_Task instructions_. Bring together all lines from the listing below that contain the string "paths".

Segment Start: Raw data

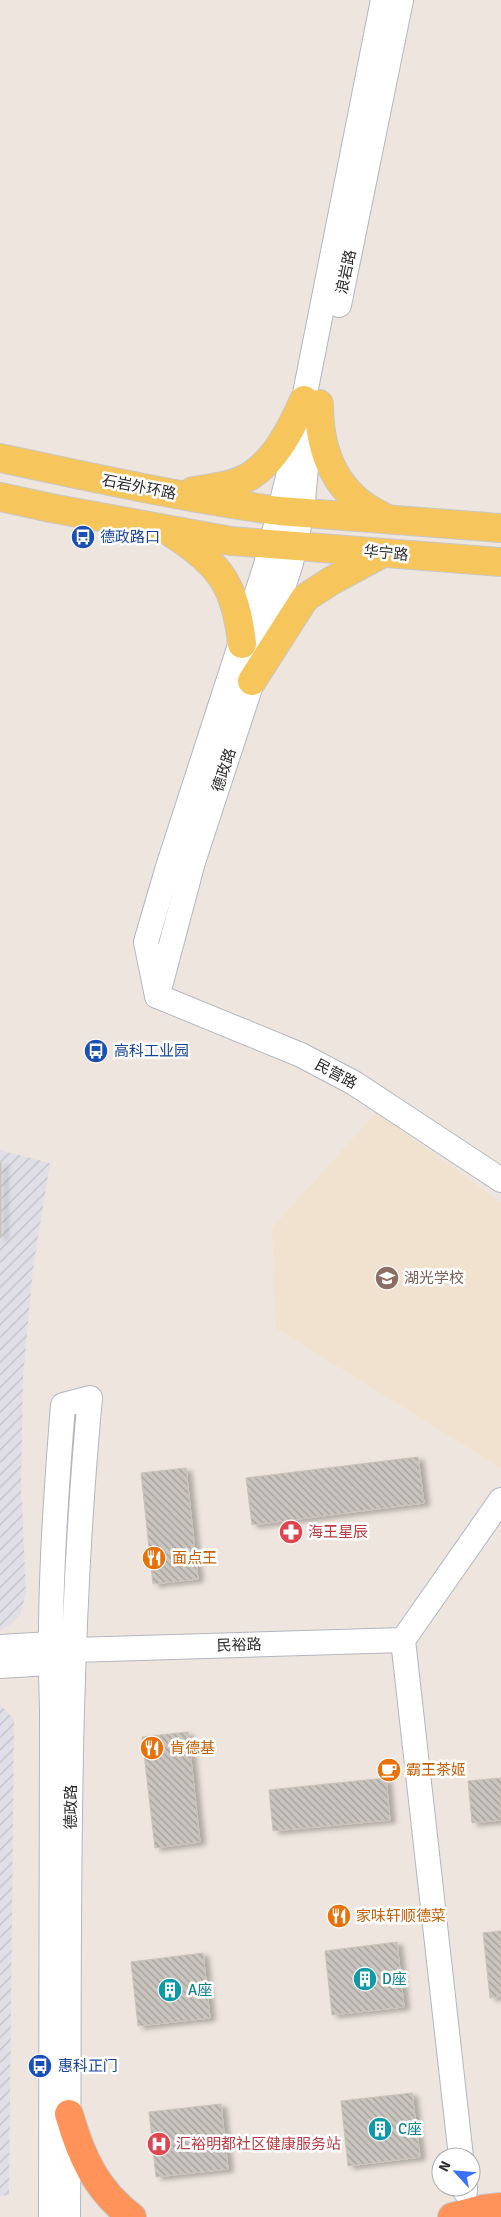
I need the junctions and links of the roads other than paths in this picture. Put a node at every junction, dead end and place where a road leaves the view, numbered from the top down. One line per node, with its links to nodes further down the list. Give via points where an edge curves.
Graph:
1 (383, 0): 3 (main road, 浪岩路)
2 (401, 0): 3 (main road, 浪岩路)
3 (311, 402): 5 (main road, via 264,464 251,476 231,484); 7 (main road, 浪岩路, via 306,468); 8 (main road, via 322,446 339,482 369,510)
4 (0, 458): 5 (main road, 石岩外环路)
5 (174, 495): 7 (main road, 石岩外环路)
6 (0, 497): 10 (main road)
7 (290, 511): 8 (main road); 11 (main road, 浪岩路)
8 (388, 518): 9 (main road)
9 (501, 528)
10 (165, 530): 11 (main road, via 231,541); 14 (main road, via 204,557 221,576 237,608)
11 (283, 544): 12 (main road, 华宁路); 14 (main road, 德政路, via 260,589); 15 (main road, 德政路)
12 (383, 553): 13 (main road, 华宁路); 15 (main road, via 305,598)
13 (501, 562)
14 (242, 644): 16 (main road, 德政路, via 146,942)
15 (252, 681): 16 (main road, 德政路, via 193,862)
16 (157, 996): 17 (main road, 民营路, via 301,1055 354,1083)
17 (501, 1180)
18 (501, 1500): 19 (main road)
19 (404, 1640): 21 (main road, 民裕路); 25 (main road)
20 (0, 1648): 22 (main road)
21 (74, 1650): 22 (main road); 22 (main road, 德政路, via 90,1398 63,1405); 24 (main road, 德政路)
22 (51, 1654): 23 (main road); 27 (main road, 德政路)
23 (0, 1666)
24 (69, 2114): 28 (main road, 德政路); 29 (highway, via 91,2174 105,2193)
25 (460, 2147)
26 (501, 2208): 30 (highway)
27 (51, 2217)
28 (68, 2217)
29 (132, 2217)
30 (452, 2217)

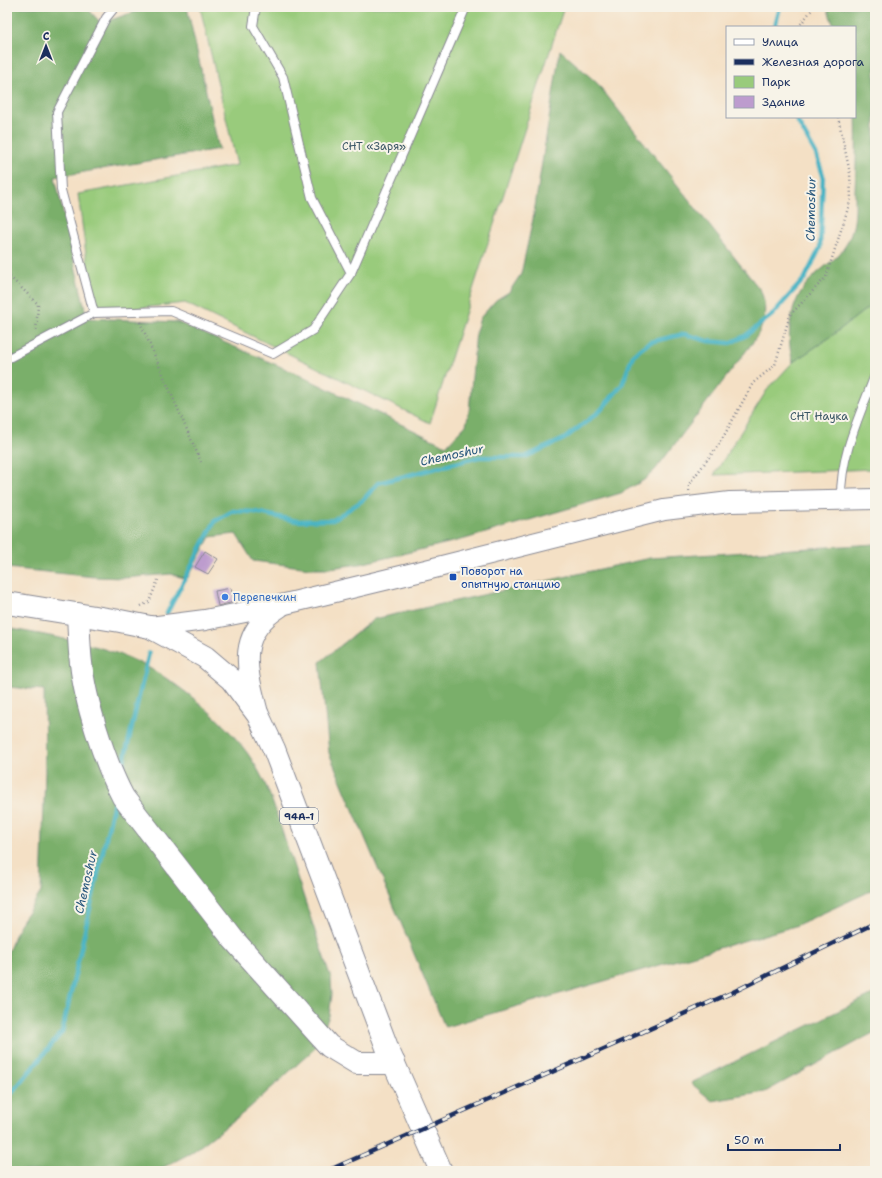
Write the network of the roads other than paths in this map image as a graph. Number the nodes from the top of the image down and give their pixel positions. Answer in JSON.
{"nodes":[{"id":1,"x":115,"y":7,"type":"edge"},
{"id":2,"x":256,"y":7,"type":"edge"},
{"id":3,"x":466,"y":7,"type":"edge"},
{"id":4,"x":351,"y":273,"type":"junction"},
{"id":5,"x":94,"y":313,"type":"junction"},
{"id":6,"x":7,"y":359,"type":"edge"},
{"id":7,"x":875,"y":375,"type":"edge"},
{"id":8,"x":841,"y":499,"type":"junction"},
{"id":9,"x":875,"y":500,"type":"edge"},
{"id":10,"x":7,"y":603,"type":"edge"},
{"id":11,"x":285,"y":604,"type":"junction"},
{"id":12,"x":78,"y":614,"type":"junction"},
{"id":13,"x":150,"y":627,"type":"junction"},
{"id":14,"x":258,"y":715,"type":"junction"},
{"id":15,"x":394,"y":1063,"type":"junction"},
{"id":16,"x":441,"y":1171,"type":"edge"}],
"edges":[{"from":1,"to":5,"type":"lane"},
{"from":2,"to":4,"type":"lane"},
{"from":3,"to":4,"type":"lane"},
{"from":4,"to":5,"type":"lane"},
{"from":5,"to":6,"type":"lane"},
{"from":7,"to":8,"type":"lane"},
{"from":8,"to":9,"type":"street"},
{"from":8,"to":11,"type":"street"},
{"from":10,"to":12,"type":"main road","number":"94А-1"},
{"from":11,"to":13,"type":"street"},
{"from":11,"to":14,"type":"street"},
{"from":12,"to":13,"type":"main road","number":"94А-1"},
{"from":12,"to":15,"type":"main road"},
{"from":13,"to":14,"type":"main road","number":"94А-1"},
{"from":14,"to":15,"type":"main road","number":"94А-1"},
{"from":15,"to":16,"type":"main road","number":"94А-1"}]}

Segment End: Raw data

_Result of this task_.
I need the junctions and links of the roads other than paths in this picture. Put a node at every junction, dead end and place where a road leaves the view, numbered from the top down. One line per node, with its links to nodes further down the list. Give via points where an edge curves.
Write the network of the roads other than paths in this map image as a graph. Number the nodes from the top of the image down and give their pixel positions. Answer in JSON.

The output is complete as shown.